Intent: this pop-up menu allows the user to select from four different rendering intents, namely Perceptual, Saturation, Relative Colorimetric and Absolute Colorimetric. Typically, most users will choose between either the default Relative Colorimetric or Perceptual. A short description on each is provided in the Description section of the Color Settings dialog. A more comprehensive explanation can be found in the on-line help files.
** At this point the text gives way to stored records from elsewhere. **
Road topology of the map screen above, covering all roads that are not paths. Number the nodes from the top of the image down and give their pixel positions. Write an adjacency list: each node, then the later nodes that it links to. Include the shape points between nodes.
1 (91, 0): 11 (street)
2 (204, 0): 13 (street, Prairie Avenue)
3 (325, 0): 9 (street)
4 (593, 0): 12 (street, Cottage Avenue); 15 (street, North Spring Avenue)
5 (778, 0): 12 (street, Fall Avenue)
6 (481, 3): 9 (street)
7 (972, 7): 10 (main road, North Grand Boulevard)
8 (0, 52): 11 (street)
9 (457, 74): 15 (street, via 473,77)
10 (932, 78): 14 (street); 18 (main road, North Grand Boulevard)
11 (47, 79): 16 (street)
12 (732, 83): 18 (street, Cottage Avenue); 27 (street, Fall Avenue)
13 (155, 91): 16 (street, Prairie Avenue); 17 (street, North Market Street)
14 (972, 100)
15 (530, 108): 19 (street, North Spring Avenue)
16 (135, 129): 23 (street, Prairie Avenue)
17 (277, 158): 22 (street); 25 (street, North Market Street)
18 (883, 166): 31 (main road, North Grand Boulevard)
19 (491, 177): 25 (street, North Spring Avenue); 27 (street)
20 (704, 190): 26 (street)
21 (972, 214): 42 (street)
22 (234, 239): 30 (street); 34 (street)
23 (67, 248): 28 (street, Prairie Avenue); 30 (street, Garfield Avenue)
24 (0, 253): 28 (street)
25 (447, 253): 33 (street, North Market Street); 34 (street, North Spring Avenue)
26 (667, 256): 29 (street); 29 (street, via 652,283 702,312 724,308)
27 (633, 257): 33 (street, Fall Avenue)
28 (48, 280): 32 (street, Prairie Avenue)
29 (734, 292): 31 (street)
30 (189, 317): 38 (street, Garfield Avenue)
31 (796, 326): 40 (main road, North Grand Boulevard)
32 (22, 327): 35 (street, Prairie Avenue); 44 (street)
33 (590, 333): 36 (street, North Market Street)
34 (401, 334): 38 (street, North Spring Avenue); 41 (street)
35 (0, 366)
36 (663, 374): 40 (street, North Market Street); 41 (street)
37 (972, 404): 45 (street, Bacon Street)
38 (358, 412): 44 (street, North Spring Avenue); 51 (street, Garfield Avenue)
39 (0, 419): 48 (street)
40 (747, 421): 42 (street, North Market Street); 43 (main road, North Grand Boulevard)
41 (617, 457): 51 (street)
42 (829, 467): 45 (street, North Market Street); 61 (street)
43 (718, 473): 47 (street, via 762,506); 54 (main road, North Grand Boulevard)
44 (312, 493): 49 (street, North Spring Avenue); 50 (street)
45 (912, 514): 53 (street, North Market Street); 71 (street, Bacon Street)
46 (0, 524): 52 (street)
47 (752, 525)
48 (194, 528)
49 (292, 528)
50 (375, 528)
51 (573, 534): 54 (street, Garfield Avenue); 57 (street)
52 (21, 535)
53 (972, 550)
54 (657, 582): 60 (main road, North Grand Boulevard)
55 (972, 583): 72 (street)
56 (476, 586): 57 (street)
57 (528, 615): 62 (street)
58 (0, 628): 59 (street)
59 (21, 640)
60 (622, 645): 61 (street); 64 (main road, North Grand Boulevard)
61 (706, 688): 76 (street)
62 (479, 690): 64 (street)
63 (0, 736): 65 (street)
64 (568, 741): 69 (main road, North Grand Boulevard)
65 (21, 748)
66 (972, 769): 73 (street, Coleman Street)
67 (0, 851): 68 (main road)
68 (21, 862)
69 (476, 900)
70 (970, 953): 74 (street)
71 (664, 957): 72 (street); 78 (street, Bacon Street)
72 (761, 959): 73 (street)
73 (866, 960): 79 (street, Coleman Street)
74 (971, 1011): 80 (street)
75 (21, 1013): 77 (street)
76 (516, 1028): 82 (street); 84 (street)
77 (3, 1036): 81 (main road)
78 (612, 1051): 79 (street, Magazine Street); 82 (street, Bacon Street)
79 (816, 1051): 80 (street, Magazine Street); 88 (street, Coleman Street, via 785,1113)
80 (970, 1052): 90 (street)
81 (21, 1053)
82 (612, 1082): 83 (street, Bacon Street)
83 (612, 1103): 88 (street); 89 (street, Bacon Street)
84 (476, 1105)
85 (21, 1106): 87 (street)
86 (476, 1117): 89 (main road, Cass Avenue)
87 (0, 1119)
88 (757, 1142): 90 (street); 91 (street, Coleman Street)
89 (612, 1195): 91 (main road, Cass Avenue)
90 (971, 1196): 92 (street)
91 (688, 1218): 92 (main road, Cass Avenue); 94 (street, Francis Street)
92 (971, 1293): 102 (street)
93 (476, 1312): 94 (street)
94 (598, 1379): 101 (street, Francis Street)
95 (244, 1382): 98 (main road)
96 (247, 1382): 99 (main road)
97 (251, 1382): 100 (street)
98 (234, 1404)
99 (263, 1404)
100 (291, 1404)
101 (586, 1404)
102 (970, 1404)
As I understand things, with Relative Colorimetric it is only those source colours that are out of gamut (i.e. can't be viewed/printed accurately within the destination colour space) that will be mapped to the closest in-gamut colour, the remainder are left unchanged. This means that in the case of images with lots of out-of-gamut colours the visual relationship between the colours (after conversion) will almost certainly change. With Perceptual, all colours of the source colour space will be mapped to the nearest in-gamut colour of the destination colour space thus maintaining the visual relationship between colours. In other words, with Perceptual the whole image colour gamut will be compressed so that it fits within the new colour space.

Use Black Point Compensation: this should be kept "checked". Black Point Compensation ensures that the darkest neutrals of the source colour space are mapped to the darkest neutrals of the destination colour space. Also note that the issue of muddy blacks that used to occur with Photoshop 5 appear to have been resolved.
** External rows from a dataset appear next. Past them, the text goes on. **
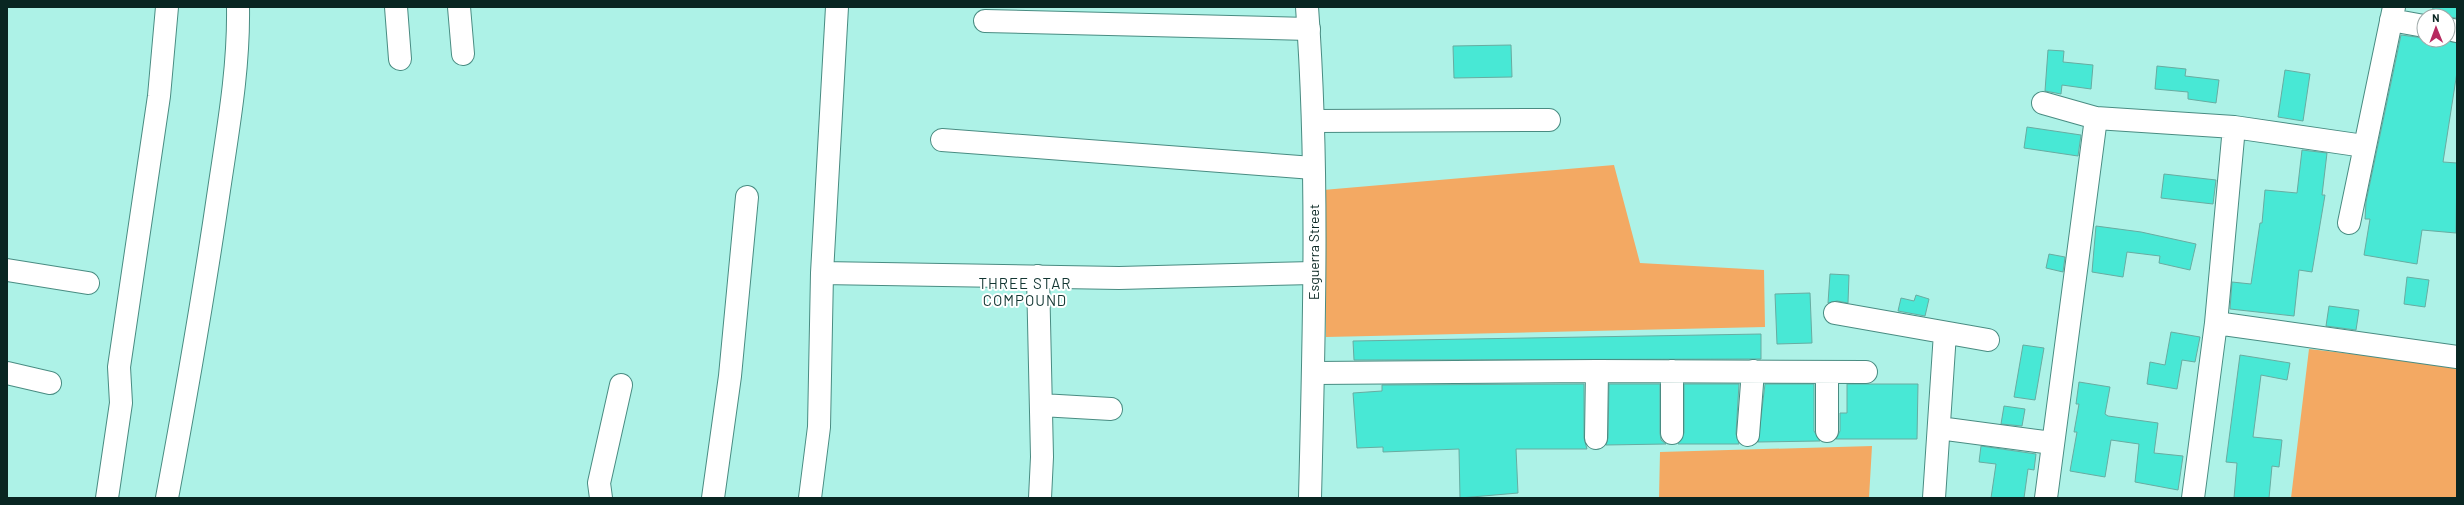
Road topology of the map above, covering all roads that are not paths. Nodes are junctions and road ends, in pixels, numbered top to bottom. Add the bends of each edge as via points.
1 (167, 7) edge
2 (238, 7) edge
3 (396, 7) edge
4 (459, 7) edge
5 (837, 7) edge
6 (1307, 7) edge
7 (2392, 14) edge
8 (985, 21) dead end
9 (2416, 23) edge
10 (1309, 29) junction
11 (463, 54) dead end
12 (400, 59) dead end
13 (2043, 103) dead end
14 (2096, 118) junction
15 (1549, 120) dead end
16 (1314, 121) junction
17 (2234, 127) junction
18 (942, 140) dead end
19 (2364, 146) junction
20 (1313, 168) junction
21 (747, 197) dead end
22 (2349, 223) dead end
23 (7, 270) edge
24 (822, 273) junction
25 (1313, 273) junction
26 (1038, 276) junction
27 (88, 283) dead end
28 (1835, 313) dead end
29 (2216, 323) junction
30 (1945, 333) junction
31 (1988, 340) dead end
32 (2457, 357) edge
33 (1597, 370) junction
34 (1672, 371) junction
35 (1753, 371) junction
36 (1827, 372) junction
37 (1866, 372) dead end
38 (7, 373) edge
39 (1313, 373) junction
40 (50, 383) dead end
41 (621, 385) dead end
42 (1041, 405) junction
43 (1111, 409) dead end
44 (1939, 428) junction
45 (1827, 431) dead end
46 (1672, 433) dead end
47 (1748, 435) dead end
48 (1596, 438) dead end
49 (2052, 443) junction
50 (107, 498) edge
51 (167, 498) edge
52 (601, 498) edge
53 (713, 498) edge
54 (810, 498) edge
55 (1040, 498) edge
56 (1310, 498) edge
57 (1934, 498) edge
58 (2046, 498) edge
59 (2193, 498) edge

1 - 50 street via 159,96 119,367 121,403
2 - 51 street via 238,48 234,88 205,286
3 - 12 street
4 - 11 street
5 - 24 street
6 - 10 street, Esguerra Street
7 - 9 street
7 - 19 street
8 - 10 street
10 - 16 street, Esguerra Street
13 - 14 street
14 - 17 street
14 - 49 street
15 - 16 street
16 - 20 street, Esguerra Street
17 - 19 street
17 - 29 street
18 - 20 street
19 - 22 street
20 - 25 street, Esguerra Street
21 - 53 street via 730,376
23 - 27 street
24 - 26 street
24 - 54 street via 819,427
25 - 26 street via 1119,278
25 - 39 street, Esguerra Street
26 - 42 street
28 - 30 street
29 - 32 street
29 - 59 street
30 - 31 street
30 - 44 street
33 - 34 street
33 - 39 street
33 - 48 street
34 - 35 street
34 - 46 street
35 - 36 street
35 - 47 street
36 - 37 street
36 - 45 street
38 - 40 street
39 - 56 street, Esguerra Street
41 - 52 street via 599,483
42 - 43 street
42 - 55 street
44 - 49 street
44 - 57 street
49 - 58 street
Use Dither (8-bit/channel images): as with Black Point Compensation this should be kept "checked". The description box at the bottom of the Color Settings dialog box will give you some clue as to what it does.

Advanced Controls

As with the Conversion Options, this section will only be present in the Color Settings dialog if the user chooses to activate the Advanced "checkbox". The screen grab below shows this section of the Color Settings dialog in its default configuration.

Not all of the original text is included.